## Work to complete
Scan the data and please report how many lines include the word "casing". Leave out everything but the number.

## Dataset records
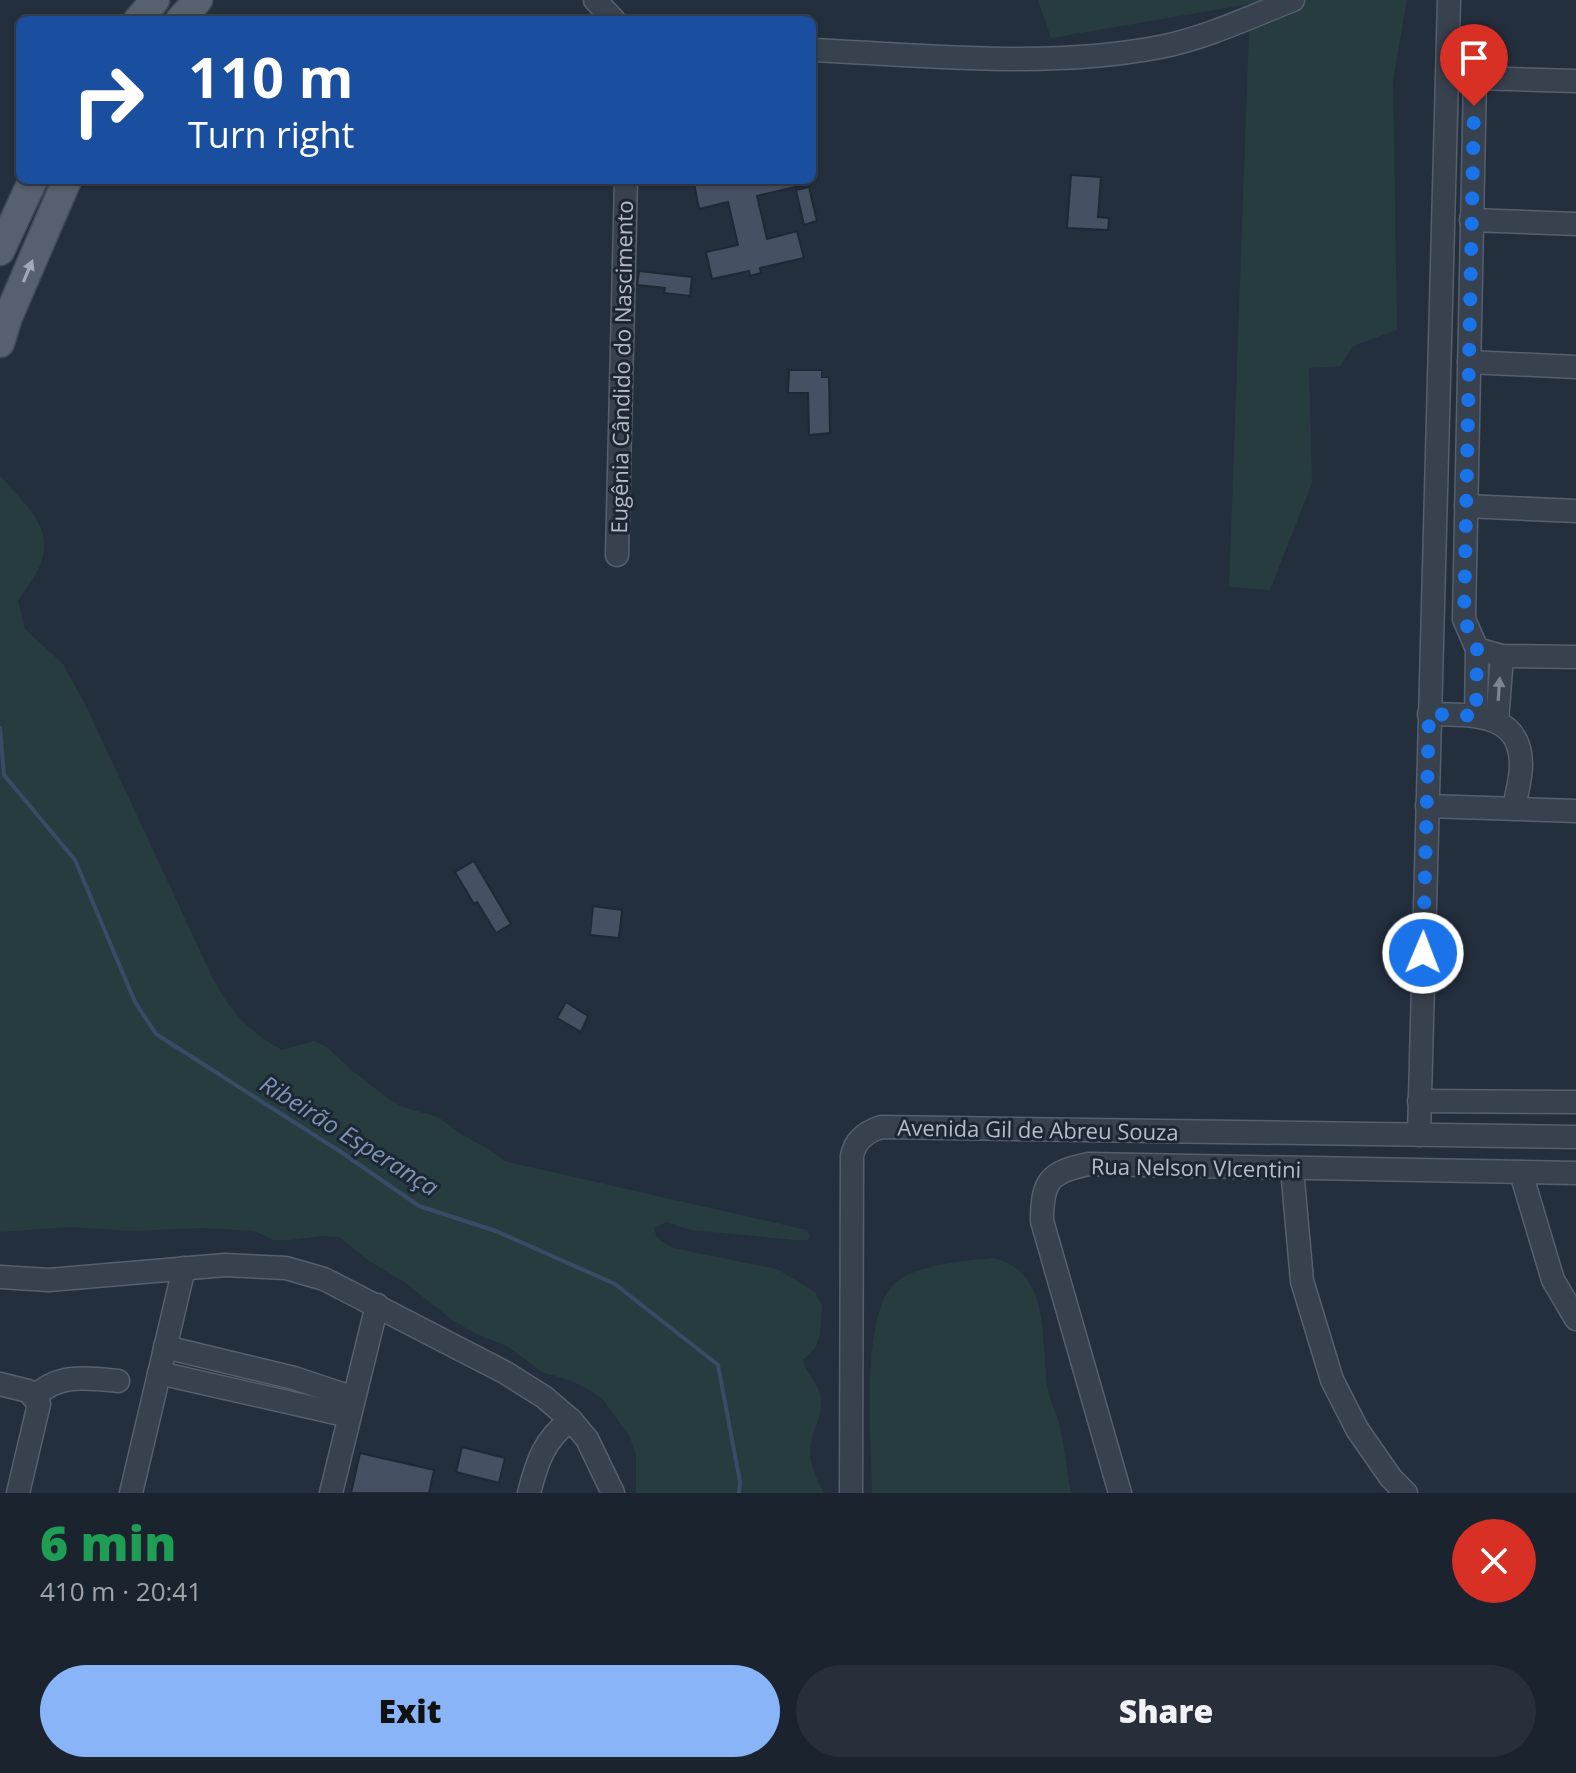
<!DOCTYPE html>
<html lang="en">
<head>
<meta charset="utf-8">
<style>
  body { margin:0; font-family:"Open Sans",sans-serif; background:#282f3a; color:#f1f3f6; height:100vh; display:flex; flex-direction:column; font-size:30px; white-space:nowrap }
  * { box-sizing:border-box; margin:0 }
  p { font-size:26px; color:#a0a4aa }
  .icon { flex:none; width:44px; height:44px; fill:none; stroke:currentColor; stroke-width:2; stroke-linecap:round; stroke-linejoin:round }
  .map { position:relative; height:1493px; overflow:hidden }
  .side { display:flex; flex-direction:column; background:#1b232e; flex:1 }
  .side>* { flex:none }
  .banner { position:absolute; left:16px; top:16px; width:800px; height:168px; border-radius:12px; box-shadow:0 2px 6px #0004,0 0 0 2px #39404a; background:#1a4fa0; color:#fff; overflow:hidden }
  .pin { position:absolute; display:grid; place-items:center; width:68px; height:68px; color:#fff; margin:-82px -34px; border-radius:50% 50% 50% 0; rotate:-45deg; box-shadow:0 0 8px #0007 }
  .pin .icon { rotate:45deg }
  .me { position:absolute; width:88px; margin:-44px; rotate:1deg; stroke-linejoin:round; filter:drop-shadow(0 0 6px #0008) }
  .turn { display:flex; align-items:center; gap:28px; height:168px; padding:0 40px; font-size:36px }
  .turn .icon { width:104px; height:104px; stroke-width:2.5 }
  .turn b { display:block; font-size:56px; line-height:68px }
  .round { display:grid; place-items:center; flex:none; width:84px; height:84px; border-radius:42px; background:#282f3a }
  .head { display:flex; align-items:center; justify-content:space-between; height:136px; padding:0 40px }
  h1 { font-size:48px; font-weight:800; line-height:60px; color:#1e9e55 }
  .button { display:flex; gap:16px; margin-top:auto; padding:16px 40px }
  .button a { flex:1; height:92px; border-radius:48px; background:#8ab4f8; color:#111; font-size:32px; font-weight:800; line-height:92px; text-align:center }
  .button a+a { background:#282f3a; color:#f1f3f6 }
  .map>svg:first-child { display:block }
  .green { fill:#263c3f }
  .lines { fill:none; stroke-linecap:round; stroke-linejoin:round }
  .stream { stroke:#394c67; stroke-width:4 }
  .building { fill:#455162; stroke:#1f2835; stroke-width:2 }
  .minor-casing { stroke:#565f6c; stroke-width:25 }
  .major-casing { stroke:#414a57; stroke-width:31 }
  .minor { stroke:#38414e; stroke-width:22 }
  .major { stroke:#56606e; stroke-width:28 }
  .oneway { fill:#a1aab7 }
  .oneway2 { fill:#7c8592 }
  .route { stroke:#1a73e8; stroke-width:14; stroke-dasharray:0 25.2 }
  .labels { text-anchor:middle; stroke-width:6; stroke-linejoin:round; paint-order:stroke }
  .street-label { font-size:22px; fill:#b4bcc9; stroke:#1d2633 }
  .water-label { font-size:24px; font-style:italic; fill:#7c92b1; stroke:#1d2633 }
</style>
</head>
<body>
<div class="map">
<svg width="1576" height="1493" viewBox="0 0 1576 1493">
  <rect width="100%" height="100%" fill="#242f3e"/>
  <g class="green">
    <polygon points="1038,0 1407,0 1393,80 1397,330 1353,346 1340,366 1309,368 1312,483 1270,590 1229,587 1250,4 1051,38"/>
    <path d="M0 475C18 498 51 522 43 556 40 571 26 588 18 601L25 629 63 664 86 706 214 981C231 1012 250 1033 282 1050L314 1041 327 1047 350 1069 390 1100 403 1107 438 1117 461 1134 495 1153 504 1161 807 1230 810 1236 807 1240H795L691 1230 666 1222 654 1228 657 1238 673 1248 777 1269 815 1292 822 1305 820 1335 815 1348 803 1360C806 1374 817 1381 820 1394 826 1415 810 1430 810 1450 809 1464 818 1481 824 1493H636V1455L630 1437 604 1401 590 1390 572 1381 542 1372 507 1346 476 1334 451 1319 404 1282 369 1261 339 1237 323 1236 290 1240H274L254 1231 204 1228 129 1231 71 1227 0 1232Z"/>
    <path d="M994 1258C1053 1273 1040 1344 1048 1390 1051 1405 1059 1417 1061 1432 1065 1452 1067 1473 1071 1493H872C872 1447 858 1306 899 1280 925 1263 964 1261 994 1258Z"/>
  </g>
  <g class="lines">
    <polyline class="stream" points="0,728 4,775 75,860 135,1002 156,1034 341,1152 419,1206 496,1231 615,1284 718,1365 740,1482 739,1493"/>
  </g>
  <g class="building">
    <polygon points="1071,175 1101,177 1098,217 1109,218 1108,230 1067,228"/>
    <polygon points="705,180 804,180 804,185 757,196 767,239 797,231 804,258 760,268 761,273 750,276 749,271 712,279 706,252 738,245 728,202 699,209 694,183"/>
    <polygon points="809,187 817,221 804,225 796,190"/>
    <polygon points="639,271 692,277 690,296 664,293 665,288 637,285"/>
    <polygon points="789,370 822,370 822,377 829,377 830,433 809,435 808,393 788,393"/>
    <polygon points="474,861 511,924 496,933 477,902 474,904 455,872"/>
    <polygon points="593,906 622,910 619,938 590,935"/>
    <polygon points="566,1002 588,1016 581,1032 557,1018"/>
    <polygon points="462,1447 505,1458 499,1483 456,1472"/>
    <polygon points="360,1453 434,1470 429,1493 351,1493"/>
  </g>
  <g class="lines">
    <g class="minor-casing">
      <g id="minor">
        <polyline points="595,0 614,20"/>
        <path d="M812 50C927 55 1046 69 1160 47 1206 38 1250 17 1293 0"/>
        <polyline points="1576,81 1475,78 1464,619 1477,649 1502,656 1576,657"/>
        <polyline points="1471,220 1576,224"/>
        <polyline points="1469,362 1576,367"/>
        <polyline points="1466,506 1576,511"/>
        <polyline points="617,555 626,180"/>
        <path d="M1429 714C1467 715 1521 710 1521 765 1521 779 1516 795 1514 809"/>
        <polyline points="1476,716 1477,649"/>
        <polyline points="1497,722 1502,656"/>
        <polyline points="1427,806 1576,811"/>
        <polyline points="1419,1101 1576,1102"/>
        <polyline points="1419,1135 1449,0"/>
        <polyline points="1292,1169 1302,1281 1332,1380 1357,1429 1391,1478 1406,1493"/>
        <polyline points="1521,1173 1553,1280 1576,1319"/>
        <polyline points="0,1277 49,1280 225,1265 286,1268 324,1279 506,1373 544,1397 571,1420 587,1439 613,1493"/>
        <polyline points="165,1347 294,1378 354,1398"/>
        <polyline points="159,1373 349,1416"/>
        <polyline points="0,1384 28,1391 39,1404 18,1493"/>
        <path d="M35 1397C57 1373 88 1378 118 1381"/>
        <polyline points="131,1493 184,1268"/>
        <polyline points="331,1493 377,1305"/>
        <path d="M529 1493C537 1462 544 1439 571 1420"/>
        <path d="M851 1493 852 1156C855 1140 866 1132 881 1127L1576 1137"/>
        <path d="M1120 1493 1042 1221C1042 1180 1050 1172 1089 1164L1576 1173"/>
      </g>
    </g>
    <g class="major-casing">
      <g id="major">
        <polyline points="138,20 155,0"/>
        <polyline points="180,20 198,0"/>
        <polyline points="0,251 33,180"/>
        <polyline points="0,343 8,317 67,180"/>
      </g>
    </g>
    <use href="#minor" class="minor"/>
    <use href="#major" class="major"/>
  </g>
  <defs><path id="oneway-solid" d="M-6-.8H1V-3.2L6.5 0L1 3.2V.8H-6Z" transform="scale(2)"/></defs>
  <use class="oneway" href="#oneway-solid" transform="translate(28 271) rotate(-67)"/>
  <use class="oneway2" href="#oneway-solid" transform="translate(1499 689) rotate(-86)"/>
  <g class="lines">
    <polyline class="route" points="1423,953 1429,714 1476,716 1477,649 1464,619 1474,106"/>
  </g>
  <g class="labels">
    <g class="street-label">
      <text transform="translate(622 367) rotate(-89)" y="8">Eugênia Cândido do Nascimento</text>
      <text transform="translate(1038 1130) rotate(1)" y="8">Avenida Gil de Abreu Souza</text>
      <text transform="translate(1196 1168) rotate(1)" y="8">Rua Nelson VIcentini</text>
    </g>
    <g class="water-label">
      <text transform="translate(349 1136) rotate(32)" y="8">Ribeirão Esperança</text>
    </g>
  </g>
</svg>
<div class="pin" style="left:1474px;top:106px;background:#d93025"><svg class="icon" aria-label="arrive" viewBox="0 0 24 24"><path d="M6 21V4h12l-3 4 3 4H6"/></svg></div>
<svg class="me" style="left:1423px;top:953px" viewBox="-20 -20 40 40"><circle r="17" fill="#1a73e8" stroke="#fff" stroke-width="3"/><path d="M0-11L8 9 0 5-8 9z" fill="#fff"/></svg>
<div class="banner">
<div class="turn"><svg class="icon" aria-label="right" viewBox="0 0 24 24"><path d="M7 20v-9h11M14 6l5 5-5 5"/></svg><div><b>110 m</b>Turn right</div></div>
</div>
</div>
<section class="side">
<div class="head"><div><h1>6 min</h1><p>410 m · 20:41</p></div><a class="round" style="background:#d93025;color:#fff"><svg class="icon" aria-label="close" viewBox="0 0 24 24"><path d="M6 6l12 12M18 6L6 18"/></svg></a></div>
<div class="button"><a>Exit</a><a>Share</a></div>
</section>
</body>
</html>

## Task solution
4